QU’ESPÈRE-T-ON À AN KAWA ?

« Je vois mal l’avenir mais j’espère toujours.[1] »

 

Erbilight ? La guerre en Irak ; la fuite de minorités religieuses vers le Kurdistan ; un jumelage entre Lyon et Mossoul ; un projet fou du Cardinal Barbarin ; un aller-retour en Irak pour presque 90 Français le premier week-end de décembre ; 5 camps de réfugiés visités ; une procession mariale, des distributions de papillotes et de médailles miraculeuses, une vingtaine de journalistes sur place, un buzz sur Twitter, des sourires et des larmes, un peu plus de fraternité entre l’Orient et l’Occident chrétiens, une situation humanitaire qu’on ne peut plus ignorer.

 

 « Nous avons perdu toute confiance en nos voisins »
Mgr Petros Mouchi, archevêque de Mossoul.

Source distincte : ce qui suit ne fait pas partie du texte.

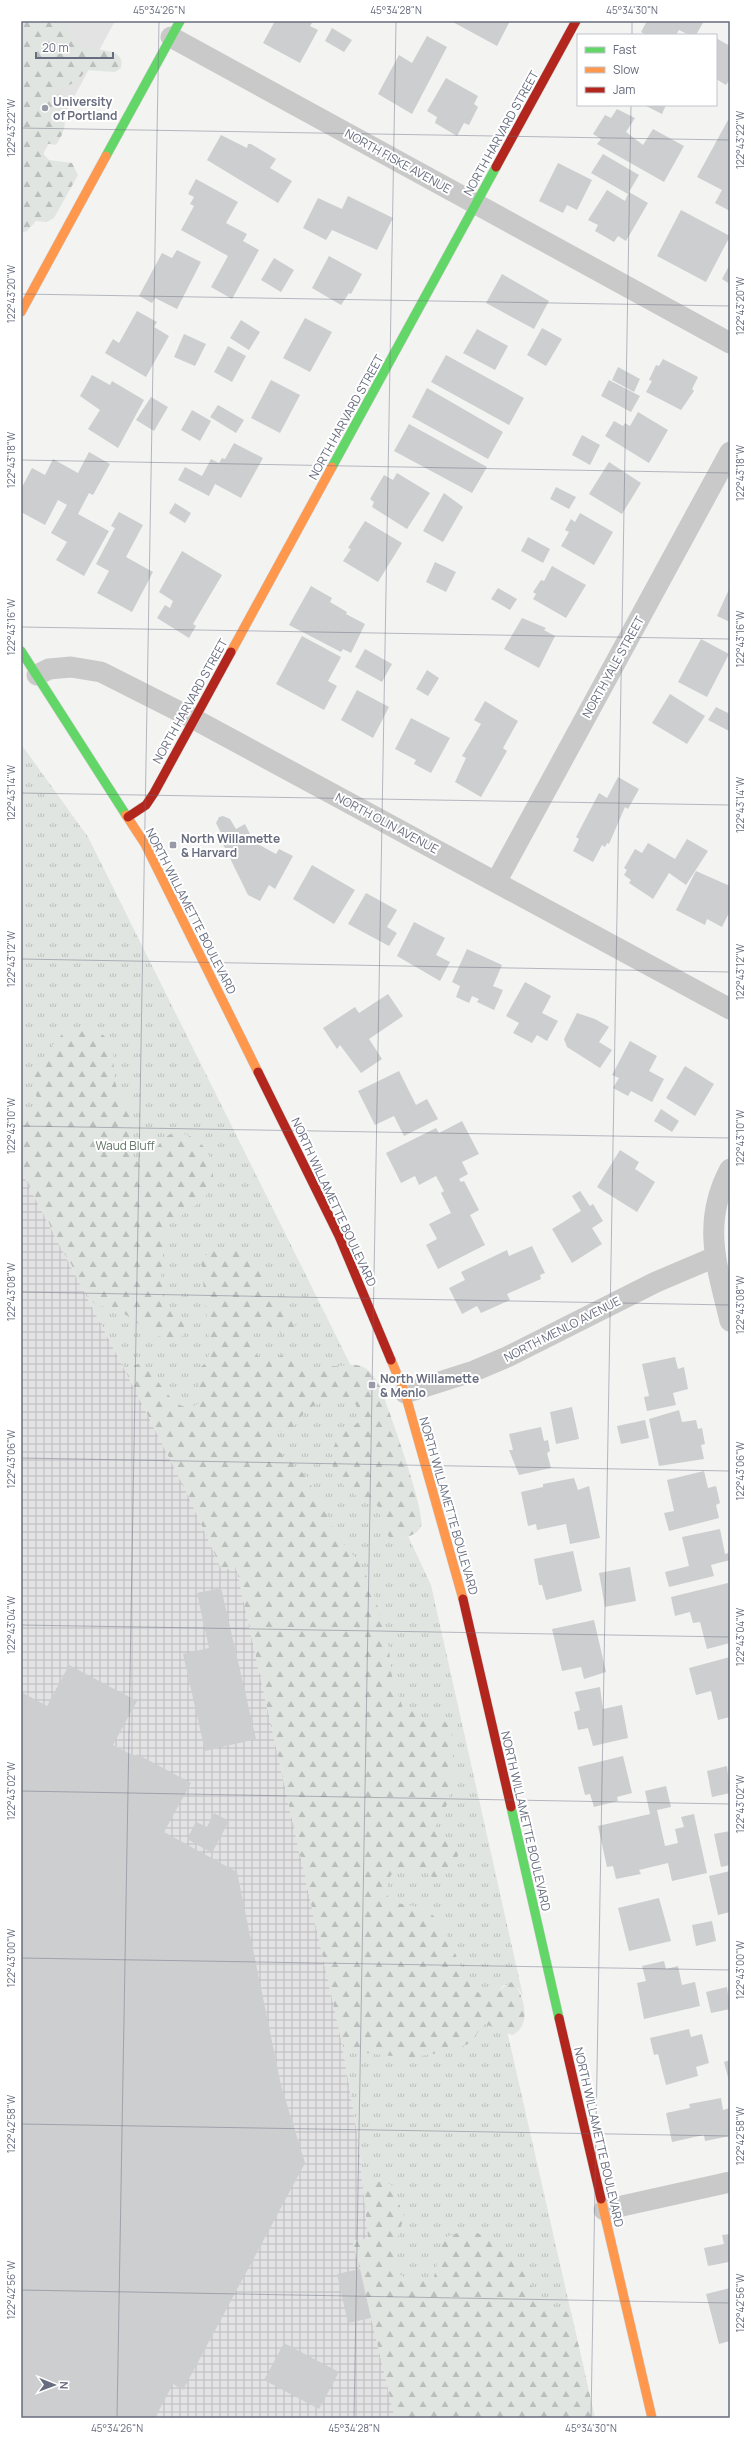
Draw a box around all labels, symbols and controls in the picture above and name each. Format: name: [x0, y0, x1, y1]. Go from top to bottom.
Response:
text: 45°34'26"N: [133, 3, 185, 17]
text: 45°34'28"N: [370, 3, 422, 17]
text: 45°34'30"N: [606, 3, 658, 17]
scale bar: [36, 34, 113, 60]
legend: [577, 34, 717, 106]
text: 20 m: [42, 39, 69, 56]
text: Fast: [613, 41, 637, 58]
text: Slow: [613, 61, 639, 78]
street label: NORTH HARVARD STREET: [459, 67, 543, 199]
text: Jam: [613, 81, 635, 98]
place label: University of Portland: [53, 93, 117, 124]
text: 122°43'22"W: [4, 98, 18, 157]
marker: University of Portland: [40, 103, 50, 113]
text: 122°43'22"W: [733, 110, 747, 169]
street label: NORTH FISKE AVENUE: [342, 125, 454, 197]
text: 122°43'20"W: [4, 264, 18, 323]
text: 122°43'20"W: [733, 276, 747, 335]
street label: NORTH HARVARD STREET: [304, 351, 388, 483]
text: 122°43'18"W: [4, 431, 18, 488]
text: 122°43'18"W: [733, 444, 747, 501]
text: 122°43'16"W: [4, 598, 18, 655]
text: 122°43'16"W: [733, 610, 747, 667]
street label: NORTH YALE STREET: [578, 612, 648, 721]
street label: NORTH HARVARD STREET: [148, 635, 232, 767]
text: 122°43'14"W: [4, 764, 18, 821]
text: 122°43'14"W: [733, 776, 747, 833]
street label: NORTH OLIN AVENUE: [332, 789, 442, 858]
street label: NORTH WILLAMETTE BOULEVARD: [142, 825, 240, 997]
place label: North Willamette & Harvard: [181, 830, 280, 861]
marker: North Willamette & Harvard: [168, 840, 178, 850]
text: 122°43'12"W: [4, 930, 18, 987]
text: 122°43'12"W: [733, 943, 747, 1000]
text: 122°43'10"W: [4, 1097, 18, 1154]
text: 122°43'10"W: [733, 1109, 747, 1166]
street label: NORTH WILLAMETTE BOULEVARD: [287, 1115, 381, 1289]
park label: Waud Bluff: [95, 1137, 155, 1154]
text: 122°43'08"W: [4, 1262, 18, 1321]
text: 122°43'08"W: [733, 1275, 747, 1334]
street label: NORTH MENLO AVENUE: [501, 1292, 623, 1366]
place label: North Willamette & Menlo: [380, 1370, 479, 1401]
marker: North Willamette & Menlo: [367, 1380, 377, 1390]
street label: NORTH WILLAMETTE BOULEVARD: [415, 1415, 483, 1597]
text: 122°43'06"W: [4, 1429, 18, 1488]
text: 122°43'06"W: [733, 1441, 747, 1500]
text: 122°43'04"W: [4, 1595, 18, 1654]
text: 122°43'04"W: [733, 1607, 747, 1666]
street label: NORTH WILLAMETTE BOULEVARD: [497, 1729, 555, 1913]
text: 122°43'02"W: [4, 1761, 18, 1820]
text: 122°43'02"W: [733, 1774, 747, 1833]
text: 122°43'00"W: [4, 1928, 18, 1987]
text: 122°43'00"W: [733, 1940, 747, 1999]
street label: NORTH WILLAMETTE BOULEVARD: [570, 2045, 628, 2229]
text: 122°42'58"W: [4, 2094, 18, 2153]
text: 122°42'58"W: [733, 2106, 747, 2165]
text: 122°42'56"W: [4, 2260, 18, 2319]
text: 122°42'56"W: [733, 2273, 747, 2332]
north arrow: [34, 2365, 74, 2405]
text: N: [57, 2381, 72, 2389]
text: 45°34'26"N: [91, 2421, 143, 2435]
text: 45°34'28"N: [328, 2421, 380, 2435]
text: 45°34'30"N: [565, 2421, 617, 2435]

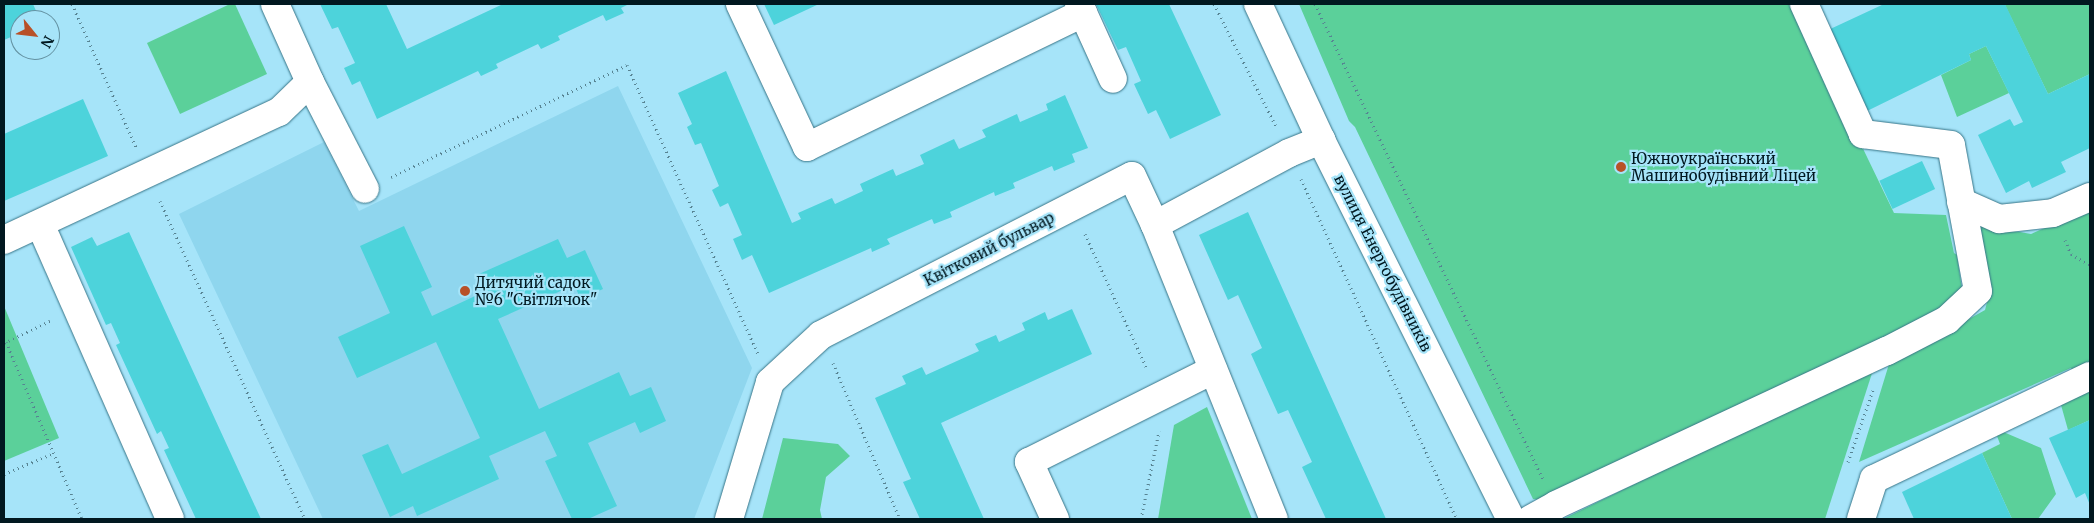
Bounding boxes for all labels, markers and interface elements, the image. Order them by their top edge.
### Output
north arrow [10,10,60,60]
text: N [37,33,58,51]
place label: Южноукраїнський Машинобудівний Ліцей [1631,149,1816,184]
marker: Южноукраїнський Машинобудівний Ліцей [1615,161,1627,173]
street label: вулиця Енергобудівників [1330,171,1436,355]
street label: Квітковий бульвар [921,208,1057,290]
place label: Дитячий садок №6 "Світлячок" [475,273,597,308]
marker: Дитячий садок №6 "Світлячок" [459,285,471,297]

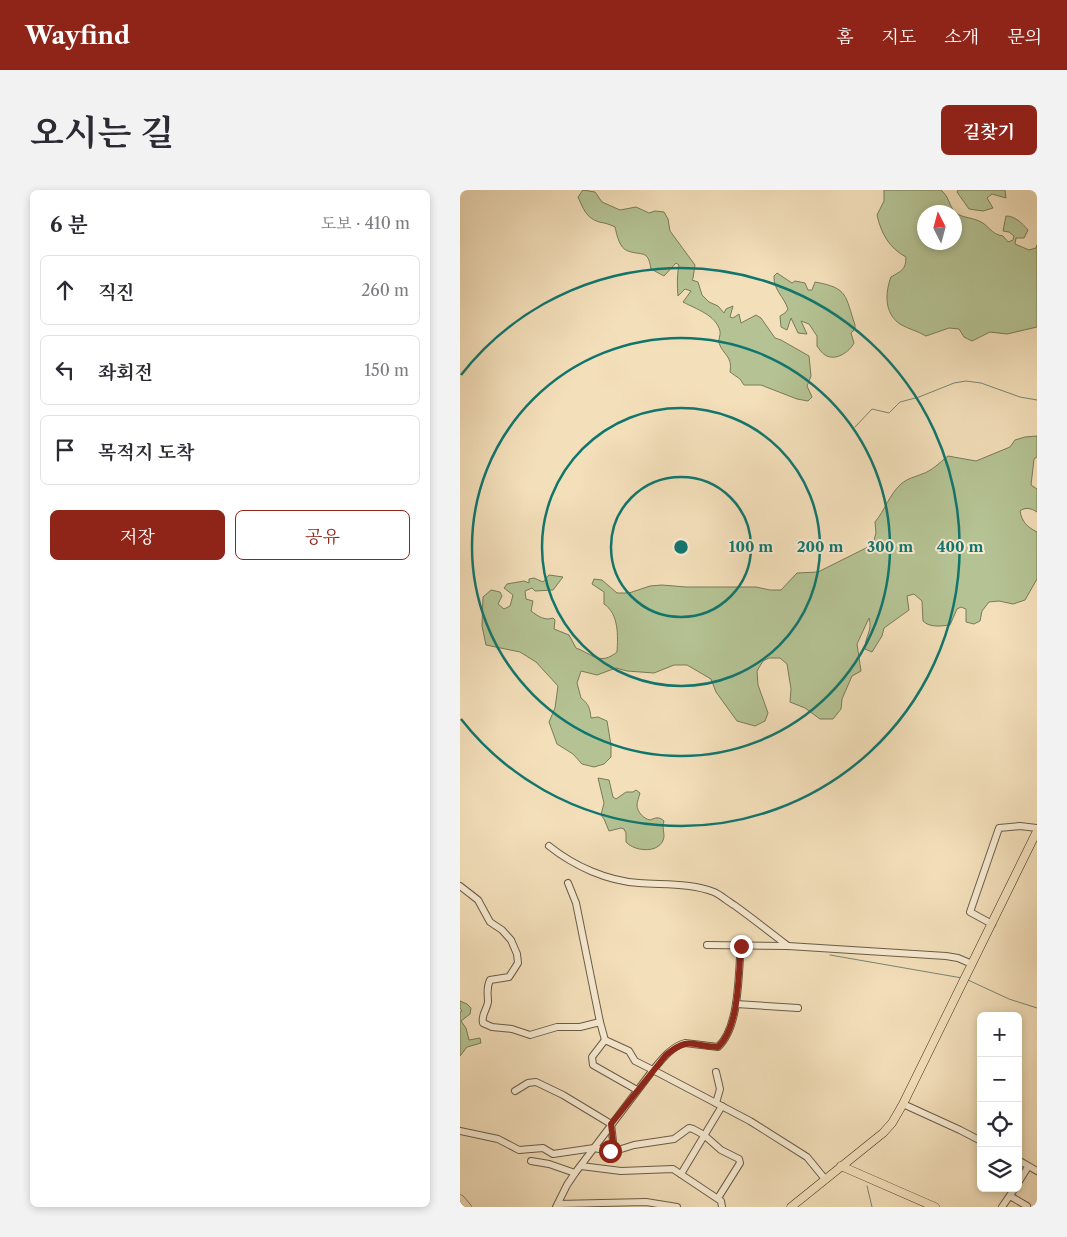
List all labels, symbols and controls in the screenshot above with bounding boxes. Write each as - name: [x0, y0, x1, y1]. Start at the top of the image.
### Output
- text: Wayfind: [25, 21, 130, 50]
- text: 홈: [836, 26, 854, 48]
- text: 지도: [882, 26, 916, 48]
- text: 소개: [944, 26, 979, 48]
- text: 문의: [1007, 26, 1042, 48]
- button: 길찾기: [941, 105, 1037, 155]
- text: 오시는 길: [30, 111, 174, 154]
- north arrow: [917, 205, 962, 250]
- text: 6 분: [50, 212, 88, 237]
- text: 도보 · 410 m: [321, 213, 410, 233]
- icon: ahead: [51, 276, 79, 304]
- text: 260 m: [361, 280, 409, 300]
- text: 직진: [98, 281, 135, 304]
- icon: left: [51, 356, 79, 384]
- text: 150 m: [364, 360, 409, 380]
- text: 좌회전: [98, 361, 153, 384]
- icon: arrive: [51, 436, 79, 464]
- text: 목적지 도착: [98, 441, 195, 464]
- button: 저장: [50, 510, 225, 560]
- button: 공유: [235, 510, 410, 560]
- text: 100 m: [729, 537, 773, 556]
- text: 200 m: [797, 537, 843, 556]
- text: 300 m: [867, 537, 913, 556]
- text: 400 m: [937, 537, 983, 556]
- centre of rings: [672, 538, 690, 556]
- route end: [730, 935, 753, 958]
- map controls: [977, 1012, 1022, 1192]
- button: +: [977, 1012, 1022, 1057]
- button: −: [977, 1057, 1022, 1102]
- button: locate: [977, 1102, 1022, 1147]
- route start: [599, 1140, 622, 1163]
- button: layers: [977, 1147, 1022, 1192]

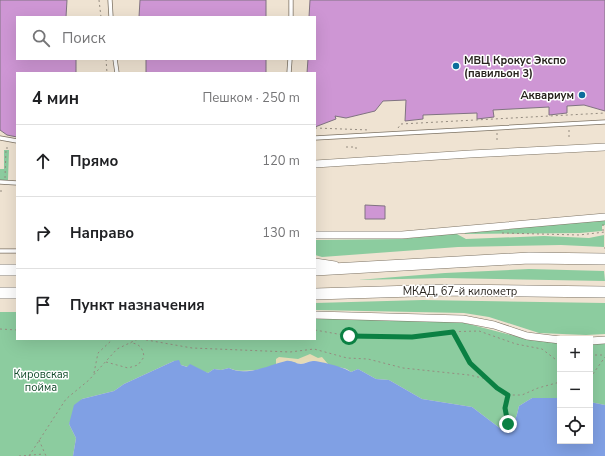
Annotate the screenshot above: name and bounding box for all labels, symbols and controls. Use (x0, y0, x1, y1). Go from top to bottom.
search box (16, 16, 316, 60)
icon: search (30, 27, 52, 49)
text: Поиск (62, 28, 106, 48)
place label: МВЦ Крокус Экспо (павильон 3) (464, 53, 566, 81)
marker: МВЦ Крокус Экспо (павильон 3) (451, 61, 461, 71)
text: 4 мин (32, 87, 79, 110)
place label: Аквариум (520, 88, 574, 103)
text: Пешком · 250 m (202, 89, 300, 107)
marker: Аквариум (577, 90, 587, 100)
icon: ahead (32, 150, 54, 172)
text: Прямо (70, 151, 118, 171)
text: 120 m (262, 152, 300, 170)
icon: right (32, 222, 54, 244)
text: Направо (70, 223, 134, 243)
text: 130 m (262, 224, 300, 242)
street label: МКАД, 67-й километр (403, 284, 517, 299)
icon: arrive (32, 294, 54, 316)
text: Пункт назначения (70, 295, 205, 315)
route start (340, 327, 358, 345)
map controls (557, 336, 593, 444)
button: + (557, 336, 593, 372)
park label: Кировская пойма (13, 367, 69, 395)
button: − (557, 372, 593, 408)
button: locate (557, 408, 593, 444)
route end (499, 415, 517, 433)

Partir en Occident ou attendre la libération de l’Irak pour rentrer chez soi ? La situation est tellement compliquée que les réfugiés restent indécis, et même le clergé irakien. Monseigneur Petros Mouchi disait, en nous présentant les habitants d’An Kawa Mall : « Ne vous étonnez pas si nous proclamons à haute voix que nous avons perdu toute confiance en nos voisins qui d’un seul coup sont devenus nos ennemis. » Cela rend difficilement pensable un retour à la Qaraqosh, à Mossoul, à Bagdad. Mais au cours de la même visite, un jeune prêtre irakien disait que « la solution, c’est qu’ils retournent chez eux. » Le temps qui passe altère les courages. En novembre, les réfugiés d’An Kawa espéraient rentrer chez eux. Aujourd’hui, ils n’espèrent plus, ils sont découragés. Ceux qui en ont les moyens partent. Il y a peut-être entre cinq et dix familles chrétiennes qui quittent le Kurdistan et s’envolent pour l’étranger chaque jour, la plupart pour l’Europe. C’est le souhait de la famille que je rencontre dimanche 7 décembre, dans le dernier camp que nous visitons, le « Camp 128 ».

repas moyen 

Le repas préparé par nos hôtes d’un matin.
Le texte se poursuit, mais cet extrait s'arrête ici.